It is so hard for buyers to work out what they should offer a seller for their home. There is a plethora of information on the internet to review. Buyer demand, seller home supply, mortgage interest up or down, short sales, REO’s, etc. It is overwhelming. That said, there are a few things that are a must for consideration if you are to succeed. A low ball offer to buy is of no value if you are not successful. All these general hurdles are applicable to the seller as well as a buyer in establishing a price to list the home for sale.

a)     What are the values of comparable homes? This is where the experienced realtor for the buyer or seller will glean the correct information to ascertain a value. It must be remembered, not all homes are equal even if they are in the same neighborhood and have the same number of beds & baths etc. Condition is a major key here, especially if there is a glut of foreclosures that have sold. The condition of these homes can be sub-par when compared to a normal home for sale. A seller may feel their home is higher priced because they took out a 2nd mortgage some time ago based on a re-finance appraisal. The outstanding pay off amount has no bearing on the home’s value today. This is the time for buyer who believes that the price should be say $50k lower based on past values of when the market was at its lowest in 2009 needs to realize it will not work.


b)    If you are a buyer, what mortgage amount can you borrow and how much can you pony up for the down payment. It is imperative that any offer price for the home is within an area of affordability for a buyer. This is notwithstanding the additional costs of property taxes, HOA fees, repair & updating costs.
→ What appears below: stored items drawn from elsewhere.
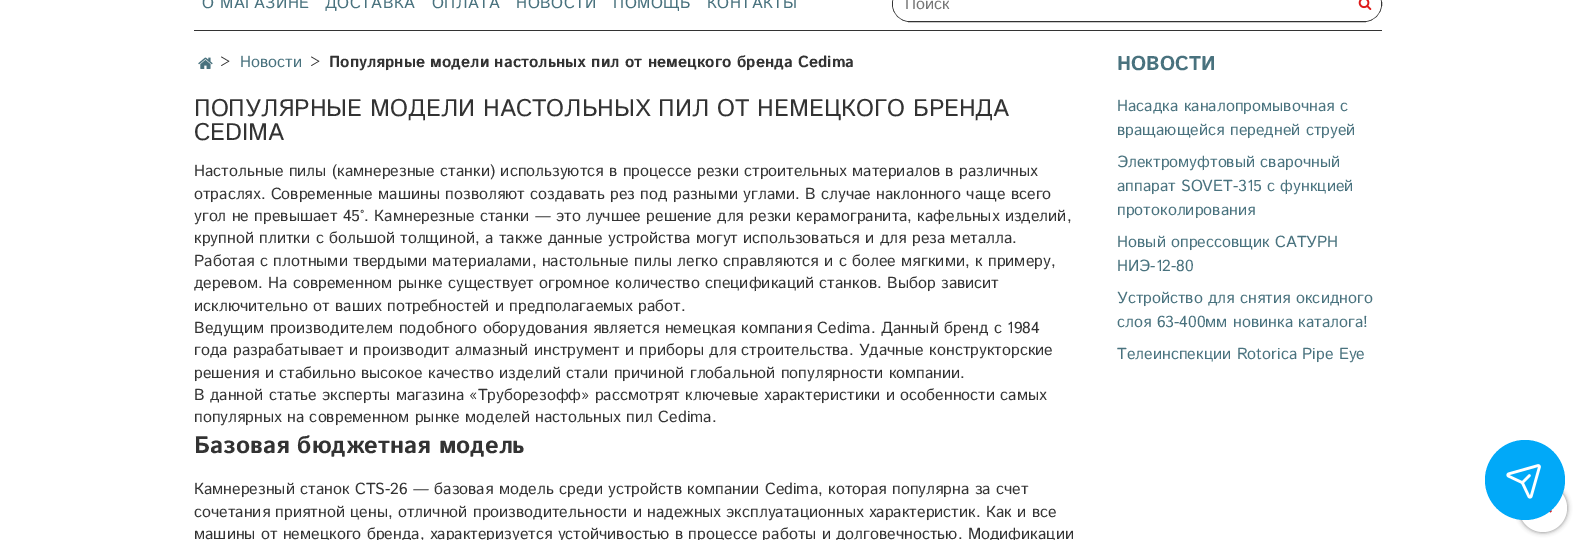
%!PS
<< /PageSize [1575 540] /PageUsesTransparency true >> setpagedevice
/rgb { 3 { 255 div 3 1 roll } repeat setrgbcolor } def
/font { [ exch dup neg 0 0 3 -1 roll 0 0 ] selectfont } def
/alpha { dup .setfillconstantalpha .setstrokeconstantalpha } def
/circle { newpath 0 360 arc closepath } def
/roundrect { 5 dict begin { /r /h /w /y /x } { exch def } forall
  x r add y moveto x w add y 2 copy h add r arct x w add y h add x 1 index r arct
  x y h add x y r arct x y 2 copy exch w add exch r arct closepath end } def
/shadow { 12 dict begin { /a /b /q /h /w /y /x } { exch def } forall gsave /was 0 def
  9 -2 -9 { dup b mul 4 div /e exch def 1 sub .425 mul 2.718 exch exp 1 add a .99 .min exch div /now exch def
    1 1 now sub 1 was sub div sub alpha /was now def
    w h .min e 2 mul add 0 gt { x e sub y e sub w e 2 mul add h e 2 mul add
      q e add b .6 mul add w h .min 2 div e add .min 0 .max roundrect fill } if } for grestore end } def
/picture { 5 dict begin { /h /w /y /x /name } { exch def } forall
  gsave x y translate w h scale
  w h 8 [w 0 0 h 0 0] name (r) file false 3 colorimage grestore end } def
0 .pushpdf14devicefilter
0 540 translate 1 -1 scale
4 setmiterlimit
255 255 255 rgb
0 0 1575 540 rectfill
51 51 51 rgb
194 30 1188 1 rectfill
892.5 -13.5 489 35 17.5 roundrect stroke
255 255 255 rgb
910 -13 moveto 1349 -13 lineto 1349 21 lineto 910 21 lineto 900.5 21 893 13.5 893 4 curveto 893 -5.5 900.5 -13 910 -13 curveto closepath fill
1349 -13 moveto 1364 -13 lineto 1373.5 -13 1381 -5.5 1381 4 curveto 1381 13.5 1373.5 21 1364 21 curveto 1349 21 lineto closepath fill
(img/1.rgb) 1358 0 14 10 picture
(img/2.rgb) 198 57 15 12 picture
119 119 119 rgb
1519 484 48 48 24 2.5 1 shadow
255 255 255 rgb
1543 508 24 circle fill
(img/4.rgb) 1549 510 3 3 picture
1 169 248 rgb
1525 480 40 circle fill
(img/3.rgb) 1506 464 35 35 picture
/IstokWeb-Regular 16 font
73 114 126 rgb
202 8 moveto 0.5 0 (О МАГАЗИНЕ) ashow
325 8 moveto 0.5 0 (ДОСТАВКА) ashow
432 8 moveto 0.5 0 (ОПЛАТА) ashow
516 8 moveto 0.5 0 (НОВОСТИ) ashow
613 8 moveto 0.5 0 (ПОМОЩЬ) ashow
707 8 moveto 0.5 0 (КОНТАКТЫ) ashow
117 117 117 rgb
905 9 moveto (Поиск) show
51 51 51 rgb
220 67 moveto (>) show
73 114 126 rgb
240 67 moveto (Новости) show
51 51 51 rgb
310 67 moveto (>) show
/IstokWeb-Bold 16 font
329 67 moveto (Популярные модели настольных пил от немецкого бренда Cedima) show
/IstokWeb-Regular 24 font
194 116 moveto (ПОПУЛЯРНЫЕ МОДЕЛИ НАСТОЛЬНЫХ ПИЛ ОТ НЕМЕЦКОГО БРЕНДА) show
194 140 moveto (CEDIMA) show
/IstokWeb-Regular 16 font
[
  [(Настольные пилы \(камнерезные станки\) используются в процессе резки строительных материалов в различных) 194 176]
  [(отраслях. Современные машины позволяют создавать рез под разными углами. В случае наклонного чаще всего) 194 199]
  [(угол не превышает 45°. Камнерезные станки — это лучшее решение для резки керамогранита, кафельных изделий,) 194 221]
  [(крупной плитки с большой толщиной, а также данные устройства могут использоваться и для реза металла.) 194 243]
  [(Работая с плотными твердыми материалами, настольные пилы легко справляются и с более мягкими, к примеру,) 194 266]
  [(деревом. На современном рынке существует огромное количество спецификаций станков. Выбор зависит) 194 288]
  [(исключительно от ваших потребностей и предполагаемых работ.) 194 311]
  [(Ведущим производителем подобного оборудования является немецкая компания Cedima. Данный бренд с 1984) 194 333]
  [(года разрабатывает и производит алмазный инструмент и приборы для строительства. Удачные конструкторские) 194 355]
  [(решения и стабильно высокое качество изделий стали причиной глобальной популярности компании.) 194 378]
  [(В данной статье эксперты магазина «Труборезофф» рассмотрят ключевые характеристики и особенности самых) 194 400]
  [(популярных на современном рынке моделей настольных пил Cedima.) 194 422]
] { aload pop moveto show } forall
/IstokWeb-Bold 24 font
194 453 moveto (Базовая бюджетная модель) show
/IstokWeb-Regular 16 font
[
  [(Камнерезный станок CTS-26 — базовая модель среди устройств компании Cedima, которая популярна за счет) 194 494]
  [(сочетания приятной цены, отличной производительности и надежных эксплуатационных характеристик. Как и все) 194 517]
  [(машины от немецкого бренда, характеризуется устойчивостью в процессе работы и долговечностью. Модификации) 194 539]
] { aload pop moveto show } forall
/IstokWeb-Bold 20 font
73 114 126 rgb
1117 70 moveto (НОВОСТИ) show
/IstokWeb-Regular 16 font
[
  [(Насадка каналопромывочная с) 1117 111]
  [(вращающейся передней струей) 1117 135]
  [(Электромуфтовый сварочный) 1117 167]
  [(аппарат SOVET-315 с функцией) 1117 191]
  [(протоколирования) 1117 215]
  [(Новый опрессовщик САТУРН) 1117 247]
  [(НИЭ-12-80) 1117 271]
  [(Устройство для снятия оксидного) 1117 303]
  [(слоя 63-400мм новинка каталога!) 1117 327]
  [(Телеинспекции Rotorica Pipe Eye) 1117 359]
] { aload pop moveto show } forall
.poppdf14devicefilter showpage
c)     What competition will you face  as a buyer or seller. Sellers should consult with the realtor professional regarding the volume of available homes in your vicinity and don’t forget their condition. A glut may mean a lower listing price to attract possible buyers. For buyers, believe it or not, sometimes there are multiple offers on homes with agreed sale price being above list price. A good home will be a sought after item when compared to un-kept foreclosure homes requiring much work. Hence a higher price may be warranted due to the competition of other buyers. If there are multiple offers the buyers may all be requested to place forward their best & final offer for the seller to review. The amount of time a home has been on the market when compared to other homes, is an indicator for a buyer, but in the present market many homes may have multiple listings before being sold, so is not so uncommon now.


d)    With a slower market, buyers can take their time going through the buying process, but what is their level of motivation to buy, just as what is the volume of motivation for the seller to sell. Irrespective of all the marketing avenues of the internet and in newsprint, the tool with the most impressive power is the property listing price. If you are desperate to sell, then the way to motivate buyers is to have an assertive low price, taking account of your local market. This way it has a chance of standing out in the crowd. Buyers motivation should not lead to an over bid in the offer to buy, unless of course you are a cash buyer. If you need a mortgage to buy, paying over market value may mean the mortgage is not supported by the lender unless the buyer ponies up the additional $ between the appraisal price and the contract price. If this is a home you really must have then it may be the only way to buy it, if there is other buyer competition.